All of lore.kernel.org
 help / color / mirror / Atom feed
From: Tvrtko Ursulin <tvrtko.ursulin@linux.intel.com>
To: Chris Wilson <chris@chris-wilson.co.uk>, intel-gfx@lists.freedesktop.org
Subject: Re: [Intel-gfx] [PATCH 09/20] drm/i915/gem: Assign context id for async work
Date: Thu, 9 Jul 2020 12:01:29 +0100	[thread overview]
Message-ID: <71aaf1cf-9d3a-6681-c9b0-fc25144b86b0@linux.intel.com> (raw)

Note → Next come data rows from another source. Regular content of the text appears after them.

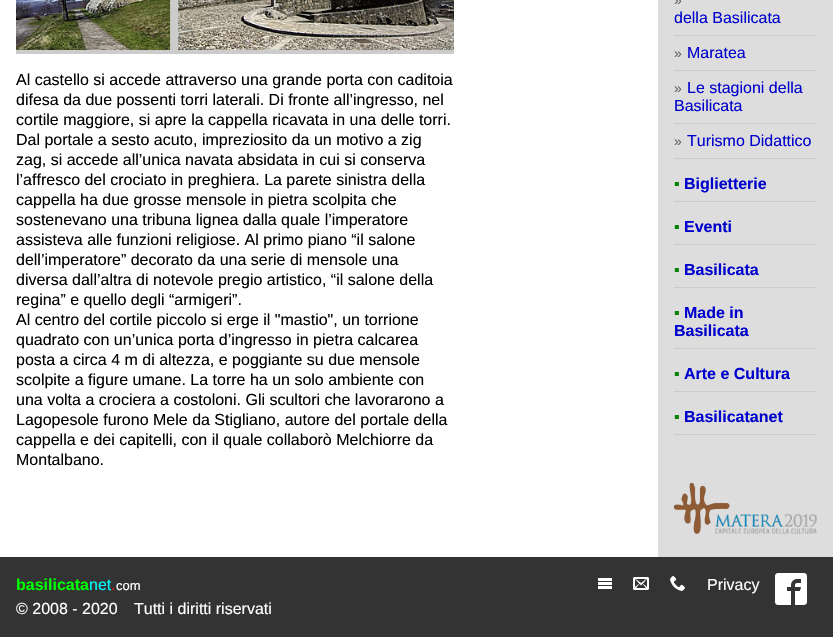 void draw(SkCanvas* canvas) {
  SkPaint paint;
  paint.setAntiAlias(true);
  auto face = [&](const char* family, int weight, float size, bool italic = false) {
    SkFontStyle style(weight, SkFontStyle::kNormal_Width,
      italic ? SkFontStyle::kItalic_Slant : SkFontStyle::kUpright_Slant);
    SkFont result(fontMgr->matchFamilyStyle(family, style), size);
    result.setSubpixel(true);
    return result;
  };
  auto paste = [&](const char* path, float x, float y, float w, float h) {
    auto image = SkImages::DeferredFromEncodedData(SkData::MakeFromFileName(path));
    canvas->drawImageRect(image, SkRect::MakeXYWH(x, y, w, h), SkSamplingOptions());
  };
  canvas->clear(0xffffffff);
  paste("img/1.png", 16, 0, 438, 54);
  {
    const struct { float x, y, w, h; SkColor color; } items[] = {
      {658, 0, 175, 557, 0xffdddddd},
      {674, 35, 143, 1, 0xffcccccc},
      {674, 70, 143, 1, 0xffcccccc},
      {674, 123, 143, 1, 0xffcccccc},
      {674, 158, 143, 1, 0xffcccccc},
      {674, 201, 143, 1, 0xffcccccc},
      {674, 244, 143, 1, 0xffcccccc},
      {674, 287, 143, 1, 0xffcccccc},
      {674, 348, 143, 1, 0xffcccccc},
      {674, 391, 143, 1, 0xffcccccc},
      {674, 434, 143, 1, 0xffcccccc},
    };
    for (auto [x, y, w, h, color] : items) {
      paint.setColor(color);
      canvas->drawRect(SkRect::MakeXYWH(x, y, w, h), paint);
    }
  }
  paste("img/2.png", 674, 483, 143, 51);
  paint.setColor(0xff333333);
  canvas->drawRect(SkRect::MakeXYWH(0, 557, 833, 80), paint);
  paste("img/3.png", 598, 578, 14, 11);
  paste("img/4.png", 633, 577, 16, 13);
  paste("img/5.png", 670, 576, 15, 15);
  paste("img/6.png", 775, 573, 32, 32);
  auto f0 = face("Liberation Sans", 400, 16);
  paint.setColor(0xff000000);
  {
    const struct { const char* s; float x, y; } items[] = {
      {"Al castello si accede attraverso una grande porta con caditoia", 16, 85},
      {"difesa da due possenti torri laterali. Di fronte all’ingresso, nel", 16, 105},
      {"cortile maggiore, si apre la cappella ricavata in una delle torri.", 16, 125},
      {"Dal portale a sesto acuto, impreziosito da un motivo a zig", 16, 145},
      {"zag, si accede all’unica navata absidata in cui si conserva", 16, 165},
      {"l’affresco del crociato in preghiera. La parete sinistra della", 16, 185},
      {"cappella ha due grosse mensole in pietra scolpita che", 16, 205},
      {"sostenevano una tribuna lignea dalla quale l’imperatore", 16, 225},
      {"assisteva alle funzioni religiose. Al primo piano “il salone", 16, 245},
      {"dell’imperatore” decorato da una serie di mensole una", 16, 265},
      {"diversa dall’altra di notevole pregio artistico, “il salone della", 16, 285},
      {"regina” e quello degli “armigeri”.", 16, 305},
      {"Al centro del cortile piccolo si erge il \"mastio\", un torrione", 16, 325},
      {"quadrato con un’unica porta d’ingresso in pietra calcarea", 16, 345},
      {"posta a circa 4 m di altezza, e poggiante su due mensole", 16, 365},
      {"scolpite a figure umane. La torre ha un solo ambiente con", 16, 385},
      {"una volta a crociera a costoloni. Gli scultori che lavorarono a", 16, 405},
      {"Lagopesole furono Mele da Stigliano, autore del portale della", 16, 425},
      {"cappella e dei capitelli, con il quale collaborò Melchiorre da", 16, 445},
      {"Montalbano.", 16, 465},
    };
    for (auto [s, x, y] : items) {
      canvas->drawString(s, x, y, f0, paint);
    }
  }
  auto f1 = face("Liberation Sans", 400, 14);
  paint.setColor(0xff666666);
  canvas->drawString("»", 674, 5, f1, paint);
  paint.setColor(0xff0000cc);
  canvas->drawString("della Basilicata", 674, 23, f0, paint);
  paint.setColor(0xff666666);
  canvas->drawString("»", 674, 58, f1, paint);
  paint.setColor(0xff0000cc);
  canvas->drawString("Maratea", 687, 58, f0, paint);
  paint.setColor(0xff666666);
  canvas->drawString("»", 674, 93, f1, paint);
  paint.setColor(0xff0000cc);
  canvas->drawString("Le stagioni della", 687, 93, f0, paint);
  canvas->drawString("Basilicata", 674, 111, f0, paint);
  paint.setColor(0xff666666);
  canvas->drawString("»", 674, 146, f1, paint);
  paint.setColor(0xff0000cc);
  canvas->drawString("Turismo Didattico", 687, 146, f0, paint);
  paint.setColor(0xff008000);
  canvas->drawString("▪", 674, 189, f0, paint);
  auto f2 = face("Liberation Sans", 700, 16);
  paint.setColor(0xff0000cc);
  canvas->drawString("Biglietterie", 684, 189, f2, paint);
  paint.setColor(0xff008000);
  canvas->drawString("▪", 674, 232, f0, paint);
  paint.setColor(0xff0000cc);
  canvas->drawString("Eventi", 684, 232, f2, paint);
  paint.setColor(0xff008000);
  canvas->drawString("▪", 674, 275, f0, paint);
  paint.setColor(0xff0000cc);
  canvas->drawString("Basilicata", 684, 275, f2, paint);
  paint.setColor(0xff008000);
  canvas->drawString("▪", 674, 318, f0, paint);
  paint.setColor(0xff0000cc);
  canvas->drawString("Made in", 684, 318, f2, paint);
  canvas->drawString("Basilicata", 674, 336, f2, paint);
  paint.setColor(0xff008000);
  canvas->drawString("▪", 674, 379, f0, paint);
  paint.setColor(0xff0000cc);
  canvas->drawString("Arte e Cultura", 684, 379, f2, paint);
  paint.setColor(0xff008000);
  canvas->drawString("▪", 674, 422, f0, paint);
  paint.setColor(0xff0000cc);
  canvas->drawString("Basilicatanet", 684, 422, f2, paint);
  paint.setColor(0xff00ff00);
  canvas->drawString("basilicata", 16, 590, f2, paint);
  paint.setColor(0xff00ffff);
  canvas->drawString("net", 89, 590, f0, paint);
  paint.setColor(0xffff0000);
  canvas->drawString(".", 111, 590, f0, paint);
  auto f3 = face("Liberation Sans", 400, 13);
  paint.setColor(0xffffffff);
  canvas->drawString("com", 116, 590, f3, paint);
  {
    const struct { const char* s; float x, y; } items[] = {
      {"© 2008 - 2020", 16, 614},
      {"Tutti i diritti riservati", 134, 614},
      {"Privacy", 707, 590},
    };
    for (auto [s, x, y] : items) {
      canvas->drawString(s, x, y, f0, paint);
    }
  }
}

In-Reply-To: <159422257929.17526.13795947568657610354@build.alporthouse.com>


On 08/07/2020 16:36, Chris Wilson wrote:
> Quoting Tvrtko Ursulin (2020-07-08 15:24:20)
>>
>> On 08/07/2020 13:42, Chris Wilson wrote:
>>> Quoting Tvrtko Ursulin (2020-07-08 13:26:24)
>>>>
>>>> On 06/07/2020 07:19, Chris Wilson wrote:
>>>>> Allocate a few dma fence context id that we can use to associate async work
>>>>> [for the CPU] launched on behalf of this context. For extra fun, we allow
>>>>> a configurable concurrency width.
>>>>>
>>>>> A current example would be that we spawn an unbound worker for every
>>>>> userptr get_pages. In the future, we wish to charge this work to the
>>>>> context that initiated the async work and to impose concurrency limits
>>>>> based on the context.
>>>>>
>>>>> Signed-off-by: Chris Wilson <chris@chris-wilson.co.uk>
>>>>> ---
>>>>>     drivers/gpu/drm/i915/gem/i915_gem_context.c       | 4 ++++
>>>>>     drivers/gpu/drm/i915/gem/i915_gem_context.h       | 6 ++++++
>>>>>     drivers/gpu/drm/i915/gem/i915_gem_context_types.h | 6 ++++++
>>>>>     3 files changed, 16 insertions(+)
>>>>>
>>>>> diff --git a/drivers/gpu/drm/i915/gem/i915_gem_context.c b/drivers/gpu/drm/i915/gem/i915_gem_context.c
>>>>> index 41784df51e58..bd68746327b3 100644
>>>>> --- a/drivers/gpu/drm/i915/gem/i915_gem_context.c
>>>>> +++ b/drivers/gpu/drm/i915/gem/i915_gem_context.c
>>>>> @@ -714,6 +714,10 @@ __create_context(struct drm_i915_private *i915)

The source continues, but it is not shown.